La avaricia, en cualquiera de sus manifestaciones, deforma a la persona. No se trata solamente del absurdo deseo de poseer riquezas, pretendiendo a través de ellas asegurar la propia vida, disfrutar y poder ejercer poder por este medio. ¡Es una gran ilusión vivir bajo esta máxima, como el Señor afirma con tanto tino! Todo el que vive así y coloca todas sus aspiraciones en acumular bienes pasajeros es un necio, un insensato. El avaro deambula por la vida, y sólo nos queda esperar y orar para que un día despierte de su ilusión y se dedique a aquello que verdaderamente cuenta en su existencia.

Pero el Señor habla de diferentes formas de avaricia. Uno puede ser avaro incluso en las cosas espirituales y en las experiencias religiosas, acumulándolas del mismo modo como otros atesoran bienes materiales.

En el fondo, debe haber algún vacío en el alma, un deseo que no ha encontrado satisfacción, un hambre que no ha sido saciado.
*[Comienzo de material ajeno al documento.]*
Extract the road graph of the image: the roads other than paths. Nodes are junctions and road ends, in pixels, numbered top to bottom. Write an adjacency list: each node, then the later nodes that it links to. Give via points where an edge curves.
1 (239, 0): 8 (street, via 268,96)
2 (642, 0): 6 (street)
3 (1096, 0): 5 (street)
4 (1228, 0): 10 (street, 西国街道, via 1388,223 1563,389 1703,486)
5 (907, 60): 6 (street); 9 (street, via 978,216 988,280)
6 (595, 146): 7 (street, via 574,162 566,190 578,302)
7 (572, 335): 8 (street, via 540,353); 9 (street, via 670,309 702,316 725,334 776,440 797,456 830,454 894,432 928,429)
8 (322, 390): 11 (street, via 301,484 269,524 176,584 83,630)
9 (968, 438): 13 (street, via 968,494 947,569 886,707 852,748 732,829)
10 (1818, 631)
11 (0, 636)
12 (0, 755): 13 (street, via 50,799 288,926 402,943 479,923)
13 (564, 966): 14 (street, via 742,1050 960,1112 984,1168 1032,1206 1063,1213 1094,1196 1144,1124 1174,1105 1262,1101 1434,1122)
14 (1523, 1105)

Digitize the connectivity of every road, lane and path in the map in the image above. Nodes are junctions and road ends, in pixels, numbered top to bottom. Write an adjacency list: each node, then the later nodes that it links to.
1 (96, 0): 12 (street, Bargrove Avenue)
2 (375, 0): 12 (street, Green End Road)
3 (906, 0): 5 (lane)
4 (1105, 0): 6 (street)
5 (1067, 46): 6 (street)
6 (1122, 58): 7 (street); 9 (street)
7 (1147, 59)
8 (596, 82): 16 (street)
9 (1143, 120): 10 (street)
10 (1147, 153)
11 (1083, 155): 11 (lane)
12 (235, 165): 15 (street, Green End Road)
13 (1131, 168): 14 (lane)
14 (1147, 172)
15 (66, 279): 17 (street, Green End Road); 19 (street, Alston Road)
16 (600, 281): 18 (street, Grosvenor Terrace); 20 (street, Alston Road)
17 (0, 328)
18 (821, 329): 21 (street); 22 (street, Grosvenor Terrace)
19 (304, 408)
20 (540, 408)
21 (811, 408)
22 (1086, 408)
Por ello, se busca alcanzar aquello que te promete algo. Y la avaricia no afecta solamente a la propia alma; sino que en ella hay algo desconsiderado e incluso violento, que hace al hombre capaz de atropellar a las otras personas, con tal de alcanzar sus propios intereses.

Entonces, si no refrenamos y vencemos en nosotros los apetitos desordenados que buscan a toda costa ser saciados, entonces evidentemente la avaricia se extenderá a muchos diferentes campos, y puede llegar a convertirse en una mala actitud que marque toda nuestra vida.

En la última frase del texto de hoy, el Señor nos ofrece el remedio para vencer la avaricia. Debemos buscar tesoros en el cielo, los tesoros del amor, que podemos regalar a Dios y a nuestros hermanos. Si detectamos avaricia en nosotros, hemos de tomar decisiones. Una de ellas sería la de compartir los bienes materiales. Otro paso importante sería reconocer frente al Señor esa insaciabilidad interior, pidiéndole que nos enseñe que Su amor nos basta. Hemos de adoptar una actitud de sencillez y trabajar una y otra vez en nosotros mismos. También es necesario disolver aquellos endurecimientos interiores que han sido provocados por la avaricia, y pedirle al Espíritu de Dios que nos muestre cuáles son las formas de codicia que hay en nosotros y en qué campos actúan.

Si nos tomamos en serio este combate, el Señor nos irá liberando paso a paso. Pero, eso sí, debemos tomar la firme decisión de apartarnos de cualquier manifestación de la avaricia. Si no nos sentimos capaces de ello, pidámosle a Dios al menos la gracia de desearlo.